***** Source material

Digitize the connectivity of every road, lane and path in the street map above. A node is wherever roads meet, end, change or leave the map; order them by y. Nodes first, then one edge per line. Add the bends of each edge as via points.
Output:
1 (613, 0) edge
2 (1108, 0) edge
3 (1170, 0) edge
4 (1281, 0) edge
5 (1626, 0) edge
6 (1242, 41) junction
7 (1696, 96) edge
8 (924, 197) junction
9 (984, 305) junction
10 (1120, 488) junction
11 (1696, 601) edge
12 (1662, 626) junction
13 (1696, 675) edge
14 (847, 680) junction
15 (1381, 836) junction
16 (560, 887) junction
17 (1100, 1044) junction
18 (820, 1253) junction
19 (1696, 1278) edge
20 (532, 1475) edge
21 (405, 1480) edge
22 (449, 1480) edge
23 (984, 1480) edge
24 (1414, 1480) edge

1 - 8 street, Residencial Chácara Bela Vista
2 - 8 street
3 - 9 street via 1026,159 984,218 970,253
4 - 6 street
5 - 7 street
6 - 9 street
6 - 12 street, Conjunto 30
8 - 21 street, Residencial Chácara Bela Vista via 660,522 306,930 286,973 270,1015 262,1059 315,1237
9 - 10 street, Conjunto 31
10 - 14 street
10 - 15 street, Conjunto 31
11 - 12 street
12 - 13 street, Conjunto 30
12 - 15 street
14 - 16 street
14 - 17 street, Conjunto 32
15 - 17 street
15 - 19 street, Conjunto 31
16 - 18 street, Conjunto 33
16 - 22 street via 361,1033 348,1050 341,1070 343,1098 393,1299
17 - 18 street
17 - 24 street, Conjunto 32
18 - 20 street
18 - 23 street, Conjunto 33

**********

#### [What to produce]
One exact transcript of the whole listing is the expected answer.

#### [Exercise output]
Digitize the connectivity of every road, lane and path in the street map above. A node is wherever roads meet, end, change or leave the map; order them by y. Nodes first, then one edge per line. Add the bends of each edge as via points.
Output:
1 (613, 0) edge
2 (1108, 0) edge
3 (1170, 0) edge
4 (1281, 0) edge
5 (1626, 0) edge
6 (1242, 41) junction
7 (1696, 96) edge
8 (924, 197) junction
9 (984, 305) junction
10 (1120, 488) junction
11 (1696, 601) edge
12 (1662, 626) junction
13 (1696, 675) edge
14 (847, 680) junction
15 (1381, 836) junction
16 (560, 887) junction
17 (1100, 1044) junction
18 (820, 1253) junction
19 (1696, 1278) edge
20 (532, 1475) edge
21 (405, 1480) edge
22 (449, 1480) edge
23 (984, 1480) edge
24 (1414, 1480) edge

1 - 8 street, Residencial Chácara Bela Vista
2 - 8 street
3 - 9 street via 1026,159 984,218 970,253
4 - 6 street
5 - 7 street
6 - 9 street
6 - 12 street, Conjunto 30
8 - 21 street, Residencial Chácara Bela Vista via 660,522 306,930 286,973 270,1015 262,1059 315,1237
9 - 10 street, Conjunto 31
10 - 14 street
10 - 15 street, Conjunto 31
11 - 12 street
12 - 13 street, Conjunto 30
12 - 15 street
14 - 16 street
14 - 17 street, Conjunto 32
15 - 17 street
15 - 19 street, Conjunto 31
16 - 18 street, Conjunto 33
16 - 22 street via 361,1033 348,1050 341,1070 343,1098 393,1299
17 - 18 street
17 - 24 street, Conjunto 32
18 - 20 street
18 - 23 street, Conjunto 33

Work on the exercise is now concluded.